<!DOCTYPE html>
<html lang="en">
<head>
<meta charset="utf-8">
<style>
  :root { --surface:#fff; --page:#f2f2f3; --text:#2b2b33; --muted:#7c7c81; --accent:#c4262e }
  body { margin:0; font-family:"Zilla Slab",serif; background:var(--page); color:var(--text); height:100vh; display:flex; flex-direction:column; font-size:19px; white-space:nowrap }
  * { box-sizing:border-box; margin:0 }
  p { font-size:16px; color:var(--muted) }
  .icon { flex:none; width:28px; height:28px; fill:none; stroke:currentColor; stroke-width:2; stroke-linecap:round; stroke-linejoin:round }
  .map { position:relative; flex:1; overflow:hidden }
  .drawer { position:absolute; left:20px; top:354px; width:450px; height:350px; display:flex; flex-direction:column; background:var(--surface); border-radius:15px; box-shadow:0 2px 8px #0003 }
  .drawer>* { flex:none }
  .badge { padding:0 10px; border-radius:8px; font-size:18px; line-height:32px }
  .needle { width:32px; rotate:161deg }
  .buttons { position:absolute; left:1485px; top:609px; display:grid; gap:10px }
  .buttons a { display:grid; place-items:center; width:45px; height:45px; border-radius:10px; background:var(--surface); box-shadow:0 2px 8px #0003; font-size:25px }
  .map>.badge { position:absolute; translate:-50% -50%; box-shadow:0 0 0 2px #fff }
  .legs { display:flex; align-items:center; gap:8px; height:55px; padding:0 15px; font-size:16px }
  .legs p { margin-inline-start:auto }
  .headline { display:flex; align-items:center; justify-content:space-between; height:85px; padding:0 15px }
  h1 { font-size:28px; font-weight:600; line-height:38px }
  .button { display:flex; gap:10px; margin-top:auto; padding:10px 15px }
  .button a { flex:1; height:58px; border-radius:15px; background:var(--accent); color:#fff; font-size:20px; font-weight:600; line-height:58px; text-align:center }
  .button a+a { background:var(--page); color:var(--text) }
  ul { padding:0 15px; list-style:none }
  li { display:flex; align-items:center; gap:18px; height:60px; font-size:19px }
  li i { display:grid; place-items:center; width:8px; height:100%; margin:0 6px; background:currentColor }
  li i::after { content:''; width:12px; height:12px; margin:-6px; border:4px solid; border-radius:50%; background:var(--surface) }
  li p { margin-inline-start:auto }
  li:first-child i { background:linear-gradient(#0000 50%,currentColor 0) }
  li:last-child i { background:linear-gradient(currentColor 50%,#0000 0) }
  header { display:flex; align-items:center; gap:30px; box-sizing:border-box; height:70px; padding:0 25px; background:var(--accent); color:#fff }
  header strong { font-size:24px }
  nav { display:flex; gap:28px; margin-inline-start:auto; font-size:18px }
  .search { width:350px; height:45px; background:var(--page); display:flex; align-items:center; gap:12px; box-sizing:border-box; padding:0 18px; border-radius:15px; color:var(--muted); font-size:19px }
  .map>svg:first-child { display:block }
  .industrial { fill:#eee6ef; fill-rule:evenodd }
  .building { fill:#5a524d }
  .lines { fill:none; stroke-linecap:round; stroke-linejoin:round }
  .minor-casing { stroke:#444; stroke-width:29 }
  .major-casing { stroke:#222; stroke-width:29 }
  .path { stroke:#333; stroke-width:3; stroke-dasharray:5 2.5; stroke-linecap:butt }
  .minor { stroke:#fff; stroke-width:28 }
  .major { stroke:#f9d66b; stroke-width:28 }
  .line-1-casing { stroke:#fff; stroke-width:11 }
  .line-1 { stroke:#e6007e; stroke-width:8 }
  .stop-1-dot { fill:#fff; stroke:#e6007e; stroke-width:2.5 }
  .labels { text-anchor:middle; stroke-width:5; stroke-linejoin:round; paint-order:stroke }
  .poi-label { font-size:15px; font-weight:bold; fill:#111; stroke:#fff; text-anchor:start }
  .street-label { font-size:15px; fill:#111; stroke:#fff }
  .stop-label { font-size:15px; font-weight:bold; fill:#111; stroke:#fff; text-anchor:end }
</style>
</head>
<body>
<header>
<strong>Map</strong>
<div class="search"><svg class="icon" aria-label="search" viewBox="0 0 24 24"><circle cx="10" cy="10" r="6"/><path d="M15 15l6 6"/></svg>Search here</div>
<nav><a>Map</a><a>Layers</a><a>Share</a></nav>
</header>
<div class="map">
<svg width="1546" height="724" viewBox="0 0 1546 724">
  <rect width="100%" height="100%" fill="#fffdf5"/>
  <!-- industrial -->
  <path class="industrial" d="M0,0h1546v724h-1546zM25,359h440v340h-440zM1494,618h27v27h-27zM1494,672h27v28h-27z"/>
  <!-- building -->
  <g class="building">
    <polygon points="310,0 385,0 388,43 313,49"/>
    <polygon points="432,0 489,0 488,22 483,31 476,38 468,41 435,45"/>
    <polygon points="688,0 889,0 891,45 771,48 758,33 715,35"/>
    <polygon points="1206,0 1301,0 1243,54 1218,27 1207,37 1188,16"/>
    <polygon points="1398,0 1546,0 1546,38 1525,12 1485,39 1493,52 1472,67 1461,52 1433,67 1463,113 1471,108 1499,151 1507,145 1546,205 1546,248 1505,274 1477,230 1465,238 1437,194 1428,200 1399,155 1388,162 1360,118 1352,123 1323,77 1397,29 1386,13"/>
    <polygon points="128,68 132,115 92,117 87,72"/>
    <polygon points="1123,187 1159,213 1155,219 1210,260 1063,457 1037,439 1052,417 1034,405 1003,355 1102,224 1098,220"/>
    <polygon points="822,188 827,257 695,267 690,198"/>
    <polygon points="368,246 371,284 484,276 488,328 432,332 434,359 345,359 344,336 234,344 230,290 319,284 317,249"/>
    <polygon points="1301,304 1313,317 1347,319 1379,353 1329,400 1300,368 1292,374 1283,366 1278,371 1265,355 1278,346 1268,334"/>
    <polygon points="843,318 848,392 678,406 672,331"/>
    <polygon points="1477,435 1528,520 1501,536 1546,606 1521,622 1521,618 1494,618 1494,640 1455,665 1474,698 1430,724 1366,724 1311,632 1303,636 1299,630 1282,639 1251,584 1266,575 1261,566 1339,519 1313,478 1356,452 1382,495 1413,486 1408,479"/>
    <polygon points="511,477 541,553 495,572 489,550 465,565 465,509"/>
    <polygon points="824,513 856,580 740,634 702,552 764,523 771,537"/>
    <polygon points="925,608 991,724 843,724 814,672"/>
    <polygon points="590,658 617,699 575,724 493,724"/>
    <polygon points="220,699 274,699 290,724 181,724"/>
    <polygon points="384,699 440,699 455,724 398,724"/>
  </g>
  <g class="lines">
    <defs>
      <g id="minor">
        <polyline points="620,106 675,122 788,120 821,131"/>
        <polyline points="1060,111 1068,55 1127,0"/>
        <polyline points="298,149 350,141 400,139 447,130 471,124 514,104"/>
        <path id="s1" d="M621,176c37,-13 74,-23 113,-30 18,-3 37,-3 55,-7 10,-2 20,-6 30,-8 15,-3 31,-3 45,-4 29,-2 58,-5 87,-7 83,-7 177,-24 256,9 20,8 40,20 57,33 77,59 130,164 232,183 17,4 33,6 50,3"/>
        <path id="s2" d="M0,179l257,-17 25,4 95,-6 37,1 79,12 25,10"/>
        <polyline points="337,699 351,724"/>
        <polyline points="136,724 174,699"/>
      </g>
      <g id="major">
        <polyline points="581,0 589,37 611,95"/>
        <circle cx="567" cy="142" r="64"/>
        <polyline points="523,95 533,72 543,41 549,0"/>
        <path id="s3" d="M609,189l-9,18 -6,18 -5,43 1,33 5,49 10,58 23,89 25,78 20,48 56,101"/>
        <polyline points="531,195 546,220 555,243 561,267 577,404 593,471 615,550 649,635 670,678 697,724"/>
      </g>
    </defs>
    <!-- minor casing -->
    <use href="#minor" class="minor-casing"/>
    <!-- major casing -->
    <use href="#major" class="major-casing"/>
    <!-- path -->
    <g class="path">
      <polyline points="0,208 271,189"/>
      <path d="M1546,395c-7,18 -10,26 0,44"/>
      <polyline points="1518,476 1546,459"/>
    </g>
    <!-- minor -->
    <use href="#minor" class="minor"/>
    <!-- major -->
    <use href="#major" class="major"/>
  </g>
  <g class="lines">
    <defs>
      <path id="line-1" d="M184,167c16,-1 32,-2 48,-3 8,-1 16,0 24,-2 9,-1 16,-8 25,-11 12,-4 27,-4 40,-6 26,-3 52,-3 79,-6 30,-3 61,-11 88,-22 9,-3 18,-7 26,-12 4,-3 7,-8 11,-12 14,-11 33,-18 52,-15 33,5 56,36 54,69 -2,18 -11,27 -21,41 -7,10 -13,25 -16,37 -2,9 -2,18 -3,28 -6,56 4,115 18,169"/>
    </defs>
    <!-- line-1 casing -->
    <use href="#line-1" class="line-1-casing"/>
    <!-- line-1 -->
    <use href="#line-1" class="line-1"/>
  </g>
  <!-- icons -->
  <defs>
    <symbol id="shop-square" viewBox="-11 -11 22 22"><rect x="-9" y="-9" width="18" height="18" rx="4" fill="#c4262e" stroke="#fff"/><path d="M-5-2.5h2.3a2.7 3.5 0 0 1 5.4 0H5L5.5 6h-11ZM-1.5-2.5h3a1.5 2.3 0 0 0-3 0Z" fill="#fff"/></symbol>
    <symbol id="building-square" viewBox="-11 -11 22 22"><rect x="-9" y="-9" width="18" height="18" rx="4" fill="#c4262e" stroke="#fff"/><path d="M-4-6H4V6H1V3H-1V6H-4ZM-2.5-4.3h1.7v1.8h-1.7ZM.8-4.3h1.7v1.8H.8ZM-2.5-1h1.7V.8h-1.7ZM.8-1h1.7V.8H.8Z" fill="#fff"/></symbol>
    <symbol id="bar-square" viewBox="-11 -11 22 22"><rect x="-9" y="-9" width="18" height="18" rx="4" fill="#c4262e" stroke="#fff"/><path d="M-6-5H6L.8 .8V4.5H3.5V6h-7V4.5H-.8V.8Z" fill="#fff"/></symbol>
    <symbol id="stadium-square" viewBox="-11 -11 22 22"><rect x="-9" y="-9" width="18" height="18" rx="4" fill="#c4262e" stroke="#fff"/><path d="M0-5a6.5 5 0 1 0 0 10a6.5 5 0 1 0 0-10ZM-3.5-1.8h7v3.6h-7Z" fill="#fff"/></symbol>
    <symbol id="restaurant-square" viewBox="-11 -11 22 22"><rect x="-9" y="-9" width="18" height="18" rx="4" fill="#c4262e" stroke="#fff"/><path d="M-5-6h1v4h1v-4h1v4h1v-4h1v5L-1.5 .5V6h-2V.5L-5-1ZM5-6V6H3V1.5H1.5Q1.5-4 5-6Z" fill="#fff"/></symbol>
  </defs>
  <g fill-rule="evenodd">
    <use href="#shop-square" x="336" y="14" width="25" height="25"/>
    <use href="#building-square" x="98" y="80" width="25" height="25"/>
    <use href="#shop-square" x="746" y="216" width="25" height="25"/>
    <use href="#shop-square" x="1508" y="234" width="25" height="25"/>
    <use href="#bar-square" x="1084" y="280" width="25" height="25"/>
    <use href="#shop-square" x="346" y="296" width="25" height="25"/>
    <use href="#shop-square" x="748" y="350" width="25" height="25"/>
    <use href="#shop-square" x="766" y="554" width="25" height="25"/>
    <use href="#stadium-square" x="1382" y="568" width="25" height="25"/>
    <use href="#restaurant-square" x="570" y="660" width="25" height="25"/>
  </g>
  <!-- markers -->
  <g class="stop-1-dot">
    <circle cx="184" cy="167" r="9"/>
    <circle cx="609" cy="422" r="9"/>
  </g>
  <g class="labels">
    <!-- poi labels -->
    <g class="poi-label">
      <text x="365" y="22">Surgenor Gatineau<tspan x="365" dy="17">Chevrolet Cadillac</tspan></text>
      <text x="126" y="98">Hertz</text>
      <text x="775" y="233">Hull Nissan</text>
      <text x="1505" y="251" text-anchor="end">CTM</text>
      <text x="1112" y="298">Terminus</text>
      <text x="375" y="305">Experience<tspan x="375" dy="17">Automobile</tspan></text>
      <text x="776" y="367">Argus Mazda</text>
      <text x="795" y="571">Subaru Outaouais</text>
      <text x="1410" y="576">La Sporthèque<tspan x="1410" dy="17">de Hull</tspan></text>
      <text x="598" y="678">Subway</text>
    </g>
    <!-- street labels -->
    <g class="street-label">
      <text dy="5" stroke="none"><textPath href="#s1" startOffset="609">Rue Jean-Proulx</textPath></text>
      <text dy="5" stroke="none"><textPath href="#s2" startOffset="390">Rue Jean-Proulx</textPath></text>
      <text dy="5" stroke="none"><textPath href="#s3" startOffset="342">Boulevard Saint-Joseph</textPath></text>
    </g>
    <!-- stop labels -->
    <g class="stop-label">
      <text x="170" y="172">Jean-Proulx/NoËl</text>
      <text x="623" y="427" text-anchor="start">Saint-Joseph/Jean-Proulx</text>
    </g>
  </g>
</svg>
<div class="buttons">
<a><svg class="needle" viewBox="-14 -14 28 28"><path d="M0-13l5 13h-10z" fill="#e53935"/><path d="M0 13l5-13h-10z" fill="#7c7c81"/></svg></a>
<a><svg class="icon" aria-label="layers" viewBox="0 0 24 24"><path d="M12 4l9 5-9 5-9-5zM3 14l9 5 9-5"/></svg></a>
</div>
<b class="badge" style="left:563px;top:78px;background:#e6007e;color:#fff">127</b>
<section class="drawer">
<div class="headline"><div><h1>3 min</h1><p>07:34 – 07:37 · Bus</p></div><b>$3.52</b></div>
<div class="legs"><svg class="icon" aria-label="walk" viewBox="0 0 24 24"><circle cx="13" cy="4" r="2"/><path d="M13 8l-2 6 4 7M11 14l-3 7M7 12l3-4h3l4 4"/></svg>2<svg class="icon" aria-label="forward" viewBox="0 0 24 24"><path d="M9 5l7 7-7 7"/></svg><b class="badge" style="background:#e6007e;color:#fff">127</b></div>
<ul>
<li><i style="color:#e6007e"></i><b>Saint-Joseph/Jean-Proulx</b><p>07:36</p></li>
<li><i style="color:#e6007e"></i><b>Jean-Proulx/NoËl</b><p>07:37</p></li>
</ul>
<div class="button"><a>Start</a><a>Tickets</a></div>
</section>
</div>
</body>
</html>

■ **EXERCISE**: Would you filter the records and copy out each line containing "body"?

■ **SOLVED PROBLEM**:
  body { margin:0; font-family:"Zilla Slab",serif; background:var(--page); color:var(--text); height:100vh; display:flex; flex-direction:column; font-size:19px; white-space:nowrap }
<body>
</body>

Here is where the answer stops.